- _ABOUT THIS TASK_
An exact, complete copy of the data is all that is needed.

- _INFORMATION GIVEN_

☆ ☆ ☆

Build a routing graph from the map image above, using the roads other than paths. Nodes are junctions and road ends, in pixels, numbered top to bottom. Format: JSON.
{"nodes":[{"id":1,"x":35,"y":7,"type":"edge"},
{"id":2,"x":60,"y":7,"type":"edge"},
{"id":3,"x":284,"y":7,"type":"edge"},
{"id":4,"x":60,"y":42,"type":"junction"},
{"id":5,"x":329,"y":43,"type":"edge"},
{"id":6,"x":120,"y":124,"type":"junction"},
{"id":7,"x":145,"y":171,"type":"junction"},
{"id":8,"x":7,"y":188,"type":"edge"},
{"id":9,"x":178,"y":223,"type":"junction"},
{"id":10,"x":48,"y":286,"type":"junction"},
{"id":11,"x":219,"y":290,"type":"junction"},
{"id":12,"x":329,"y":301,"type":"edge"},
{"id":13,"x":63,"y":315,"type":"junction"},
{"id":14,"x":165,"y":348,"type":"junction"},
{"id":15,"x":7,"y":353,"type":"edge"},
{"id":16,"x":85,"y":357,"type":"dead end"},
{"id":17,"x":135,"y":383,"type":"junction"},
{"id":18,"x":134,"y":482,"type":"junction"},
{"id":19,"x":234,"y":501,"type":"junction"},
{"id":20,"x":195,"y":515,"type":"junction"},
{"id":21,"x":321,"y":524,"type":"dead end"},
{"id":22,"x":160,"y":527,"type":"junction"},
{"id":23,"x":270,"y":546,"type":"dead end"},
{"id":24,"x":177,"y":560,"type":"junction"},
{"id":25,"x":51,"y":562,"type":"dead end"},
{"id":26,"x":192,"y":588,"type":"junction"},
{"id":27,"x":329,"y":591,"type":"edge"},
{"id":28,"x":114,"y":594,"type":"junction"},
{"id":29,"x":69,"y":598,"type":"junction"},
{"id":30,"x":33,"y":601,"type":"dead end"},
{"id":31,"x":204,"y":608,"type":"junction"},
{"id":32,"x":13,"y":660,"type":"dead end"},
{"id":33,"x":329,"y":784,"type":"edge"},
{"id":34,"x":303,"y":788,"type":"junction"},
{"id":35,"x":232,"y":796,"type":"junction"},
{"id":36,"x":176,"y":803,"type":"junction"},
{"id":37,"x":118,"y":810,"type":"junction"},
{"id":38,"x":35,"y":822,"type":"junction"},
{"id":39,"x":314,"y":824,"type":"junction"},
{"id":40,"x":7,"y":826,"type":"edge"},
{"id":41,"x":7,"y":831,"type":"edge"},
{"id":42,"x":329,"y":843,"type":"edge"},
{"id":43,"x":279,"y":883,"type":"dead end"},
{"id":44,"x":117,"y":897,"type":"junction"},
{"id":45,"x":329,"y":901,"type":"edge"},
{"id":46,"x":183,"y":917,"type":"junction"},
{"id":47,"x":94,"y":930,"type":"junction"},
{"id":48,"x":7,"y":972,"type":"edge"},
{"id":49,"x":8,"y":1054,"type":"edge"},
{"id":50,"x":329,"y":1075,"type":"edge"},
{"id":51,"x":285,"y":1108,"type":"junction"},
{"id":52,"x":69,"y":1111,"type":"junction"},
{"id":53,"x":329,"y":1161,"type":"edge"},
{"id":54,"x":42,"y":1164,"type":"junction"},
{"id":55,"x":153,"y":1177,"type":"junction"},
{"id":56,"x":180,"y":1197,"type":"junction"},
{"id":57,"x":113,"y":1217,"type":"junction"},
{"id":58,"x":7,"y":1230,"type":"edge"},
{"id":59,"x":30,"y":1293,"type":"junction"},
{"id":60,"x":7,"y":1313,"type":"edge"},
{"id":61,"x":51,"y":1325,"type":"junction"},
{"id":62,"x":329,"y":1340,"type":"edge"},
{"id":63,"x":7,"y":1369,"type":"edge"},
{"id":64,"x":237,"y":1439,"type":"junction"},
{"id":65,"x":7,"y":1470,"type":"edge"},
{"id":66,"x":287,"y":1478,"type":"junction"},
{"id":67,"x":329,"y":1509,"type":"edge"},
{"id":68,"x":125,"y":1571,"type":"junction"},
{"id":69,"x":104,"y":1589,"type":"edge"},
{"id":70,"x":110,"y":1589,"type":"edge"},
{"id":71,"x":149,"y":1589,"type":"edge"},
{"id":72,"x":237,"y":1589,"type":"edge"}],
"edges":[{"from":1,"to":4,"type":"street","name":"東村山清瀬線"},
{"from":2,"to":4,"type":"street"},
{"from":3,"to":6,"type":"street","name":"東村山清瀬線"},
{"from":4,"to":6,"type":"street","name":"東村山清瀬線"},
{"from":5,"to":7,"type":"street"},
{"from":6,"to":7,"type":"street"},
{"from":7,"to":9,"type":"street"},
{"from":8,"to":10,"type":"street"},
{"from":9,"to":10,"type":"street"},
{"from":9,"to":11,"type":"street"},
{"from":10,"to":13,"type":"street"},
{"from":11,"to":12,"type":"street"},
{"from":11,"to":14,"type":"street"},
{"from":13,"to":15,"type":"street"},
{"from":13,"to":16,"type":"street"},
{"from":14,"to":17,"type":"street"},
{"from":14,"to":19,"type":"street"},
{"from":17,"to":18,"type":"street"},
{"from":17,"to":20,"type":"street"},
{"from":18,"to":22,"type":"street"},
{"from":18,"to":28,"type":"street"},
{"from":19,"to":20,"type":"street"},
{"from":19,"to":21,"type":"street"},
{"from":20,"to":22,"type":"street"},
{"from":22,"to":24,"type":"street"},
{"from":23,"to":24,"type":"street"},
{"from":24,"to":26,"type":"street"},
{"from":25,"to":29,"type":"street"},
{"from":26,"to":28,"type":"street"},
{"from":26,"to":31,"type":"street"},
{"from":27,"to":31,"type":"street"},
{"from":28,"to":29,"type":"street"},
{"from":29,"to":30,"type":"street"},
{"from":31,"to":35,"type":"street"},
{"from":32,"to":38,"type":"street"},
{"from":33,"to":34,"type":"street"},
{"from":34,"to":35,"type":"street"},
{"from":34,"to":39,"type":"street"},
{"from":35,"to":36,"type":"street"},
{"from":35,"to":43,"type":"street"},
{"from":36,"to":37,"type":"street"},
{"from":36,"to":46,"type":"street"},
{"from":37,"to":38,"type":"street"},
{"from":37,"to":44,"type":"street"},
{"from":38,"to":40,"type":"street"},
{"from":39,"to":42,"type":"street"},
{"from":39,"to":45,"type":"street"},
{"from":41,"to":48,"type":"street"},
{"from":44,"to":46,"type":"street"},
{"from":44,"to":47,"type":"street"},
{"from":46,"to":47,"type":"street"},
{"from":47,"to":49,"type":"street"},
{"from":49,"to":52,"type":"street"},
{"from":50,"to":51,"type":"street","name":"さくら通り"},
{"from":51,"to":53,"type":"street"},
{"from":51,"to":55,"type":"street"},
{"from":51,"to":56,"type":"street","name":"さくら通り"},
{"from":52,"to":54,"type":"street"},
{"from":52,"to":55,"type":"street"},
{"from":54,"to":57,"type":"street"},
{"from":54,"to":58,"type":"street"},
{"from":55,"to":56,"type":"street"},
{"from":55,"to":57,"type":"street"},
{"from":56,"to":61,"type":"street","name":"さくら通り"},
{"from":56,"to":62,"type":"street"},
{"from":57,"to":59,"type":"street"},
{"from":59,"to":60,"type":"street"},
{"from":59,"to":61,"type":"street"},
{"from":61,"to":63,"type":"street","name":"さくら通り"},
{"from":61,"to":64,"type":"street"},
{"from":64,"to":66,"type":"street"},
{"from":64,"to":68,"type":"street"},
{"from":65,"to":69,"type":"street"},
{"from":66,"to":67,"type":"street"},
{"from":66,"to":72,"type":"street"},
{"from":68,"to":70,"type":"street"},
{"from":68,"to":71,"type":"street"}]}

☆ ☆ ☆

- _EXERCISE ANSWER_
Build a routing graph from the map image above, using the roads other than paths. Nodes are junctions and road ends, in pixels, numbered top to bottom. Format: JSON.
{"nodes":[{"id":1,"x":35,"y":7,"type":"edge"},
{"id":2,"x":60,"y":7,"type":"edge"},
{"id":3,"x":284,"y":7,"type":"edge"},
{"id":4,"x":60,"y":42,"type":"junction"},
{"id":5,"x":329,"y":43,"type":"edge"},
{"id":6,"x":120,"y":124,"type":"junction"},
{"id":7,"x":145,"y":171,"type":"junction"},
{"id":8,"x":7,"y":188,"type":"edge"},
{"id":9,"x":178,"y":223,"type":"junction"},
{"id":10,"x":48,"y":286,"type":"junction"},
{"id":11,"x":219,"y":290,"type":"junction"},
{"id":12,"x":329,"y":301,"type":"edge"},
{"id":13,"x":63,"y":315,"type":"junction"},
{"id":14,"x":165,"y":348,"type":"junction"},
{"id":15,"x":7,"y":353,"type":"edge"},
{"id":16,"x":85,"y":357,"type":"dead end"},
{"id":17,"x":135,"y":383,"type":"junction"},
{"id":18,"x":134,"y":482,"type":"junction"},
{"id":19,"x":234,"y":501,"type":"junction"},
{"id":20,"x":195,"y":515,"type":"junction"},
{"id":21,"x":321,"y":524,"type":"dead end"},
{"id":22,"x":160,"y":527,"type":"junction"},
{"id":23,"x":270,"y":546,"type":"dead end"},
{"id":24,"x":177,"y":560,"type":"junction"},
{"id":25,"x":51,"y":562,"type":"dead end"},
{"id":26,"x":192,"y":588,"type":"junction"},
{"id":27,"x":329,"y":591,"type":"edge"},
{"id":28,"x":114,"y":594,"type":"junction"},
{"id":29,"x":69,"y":598,"type":"junction"},
{"id":30,"x":33,"y":601,"type":"dead end"},
{"id":31,"x":204,"y":608,"type":"junction"},
{"id":32,"x":13,"y":660,"type":"dead end"},
{"id":33,"x":329,"y":784,"type":"edge"},
{"id":34,"x":303,"y":788,"type":"junction"},
{"id":35,"x":232,"y":796,"type":"junction"},
{"id":36,"x":176,"y":803,"type":"junction"},
{"id":37,"x":118,"y":810,"type":"junction"},
{"id":38,"x":35,"y":822,"type":"junction"},
{"id":39,"x":314,"y":824,"type":"junction"},
{"id":40,"x":7,"y":826,"type":"edge"},
{"id":41,"x":7,"y":831,"type":"edge"},
{"id":42,"x":329,"y":843,"type":"edge"},
{"id":43,"x":279,"y":883,"type":"dead end"},
{"id":44,"x":117,"y":897,"type":"junction"},
{"id":45,"x":329,"y":901,"type":"edge"},
{"id":46,"x":183,"y":917,"type":"junction"},
{"id":47,"x":94,"y":930,"type":"junction"},
{"id":48,"x":7,"y":972,"type":"edge"},
{"id":49,"x":8,"y":1054,"type":"edge"},
{"id":50,"x":329,"y":1075,"type":"edge"},
{"id":51,"x":285,"y":1108,"type":"junction"},
{"id":52,"x":69,"y":1111,"type":"junction"},
{"id":53,"x":329,"y":1161,"type":"edge"},
{"id":54,"x":42,"y":1164,"type":"junction"},
{"id":55,"x":153,"y":1177,"type":"junction"},
{"id":56,"x":180,"y":1197,"type":"junction"},
{"id":57,"x":113,"y":1217,"type":"junction"},
{"id":58,"x":7,"y":1230,"type":"edge"},
{"id":59,"x":30,"y":1293,"type":"junction"},
{"id":60,"x":7,"y":1313,"type":"edge"},
{"id":61,"x":51,"y":1325,"type":"junction"},
{"id":62,"x":329,"y":1340,"type":"edge"},
{"id":63,"x":7,"y":1369,"type":"edge"},
{"id":64,"x":237,"y":1439,"type":"junction"},
{"id":65,"x":7,"y":1470,"type":"edge"},
{"id":66,"x":287,"y":1478,"type":"junction"},
{"id":67,"x":329,"y":1509,"type":"edge"},
{"id":68,"x":125,"y":1571,"type":"junction"},
{"id":69,"x":104,"y":1589,"type":"edge"},
{"id":70,"x":110,"y":1589,"type":"edge"},
{"id":71,"x":149,"y":1589,"type":"edge"},
{"id":72,"x":237,"y":1589,"type":"edge"}],
"edges":[{"from":1,"to":4,"type":"street","name":"東村山清瀬線"},
{"from":2,"to":4,"type":"street"},
{"from":3,"to":6,"type":"street","name":"東村山清瀬線"},
{"from":4,"to":6,"type":"street","name":"東村山清瀬線"},
{"from":5,"to":7,"type":"street"},
{"from":6,"to":7,"type":"street"},
{"from":7,"to":9,"type":"street"},
{"from":8,"to":10,"type":"street"},
{"from":9,"to":10,"type":"street"},
{"from":9,"to":11,"type":"street"},
{"from":10,"to":13,"type":"street"},
{"from":11,"to":12,"type":"street"},
{"from":11,"to":14,"type":"street"},
{"from":13,"to":15,"type":"street"},
{"from":13,"to":16,"type":"street"},
{"from":14,"to":17,"type":"street"},
{"from":14,"to":19,"type":"street"},
{"from":17,"to":18,"type":"street"},
{"from":17,"to":20,"type":"street"},
{"from":18,"to":22,"type":"street"},
{"from":18,"to":28,"type":"street"},
{"from":19,"to":20,"type":"street"},
{"from":19,"to":21,"type":"street"},
{"from":20,"to":22,"type":"street"},
{"from":22,"to":24,"type":"street"},
{"from":23,"to":24,"type":"street"},
{"from":24,"to":26,"type":"street"},
{"from":25,"to":29,"type":"street"},
{"from":26,"to":28,"type":"street"},
{"from":26,"to":31,"type":"street"},
{"from":27,"to":31,"type":"street"},
{"from":28,"to":29,"type":"street"},
{"from":29,"to":30,"type":"street"},
{"from":31,"to":35,"type":"street"},
{"from":32,"to":38,"type":"street"},
{"from":33,"to":34,"type":"street"},
{"from":34,"to":35,"type":"street"},
{"from":34,"to":39,"type":"street"},
{"from":35,"to":36,"type":"street"},
{"from":35,"to":43,"type":"street"},
{"from":36,"to":37,"type":"street"},
{"from":36,"to":46,"type":"street"},
{"from":37,"to":38,"type":"street"},
{"from":37,"to":44,"type":"street"},
{"from":38,"to":40,"type":"street"},
{"from":39,"to":42,"type":"street"},
{"from":39,"to":45,"type":"street"},
{"from":41,"to":48,"type":"street"},
{"from":44,"to":46,"type":"street"},
{"from":44,"to":47,"type":"street"},
{"from":46,"to":47,"type":"street"},
{"from":47,"to":49,"type":"street"},
{"from":49,"to":52,"type":"street"},
{"from":50,"to":51,"type":"street","name":"さくら通り"},
{"from":51,"to":53,"type":"street"},
{"from":51,"to":55,"type":"street"},
{"from":51,"to":56,"type":"street","name":"さくら通り"},
{"from":52,"to":54,"type":"street"},
{"from":52,"to":55,"type":"street"},
{"from":54,"to":57,"type":"street"},
{"from":54,"to":58,"type":"street"},
{"from":55,"to":56,"type":"street"},
{"from":55,"to":57,"type":"street"},
{"from":56,"to":61,"type":"street","name":"さくら通り"},
{"from":56,"to":62,"type":"street"},
{"from":57,"to":59,"type":"street"},
{"from":59,"to":60,"type":"street"},
{"from":59,"to":61,"type":"street"},
{"from":61,"to":63,"type":"street","name":"さくら通り"},
{"from":61,"to":64,"type":"street"},
{"from":64,"to":66,"type":"street"},
{"from":64,"to":68,"type":"street"},
{"from":65,"to":69,"type":"street"},
{"from":66,"to":67,"type":"street"},
{"from":66,"to":72,"type":"street"},
{"from":68,"to":70,"type":"street"},
{"from":68,"to":71,"type":"street"}]}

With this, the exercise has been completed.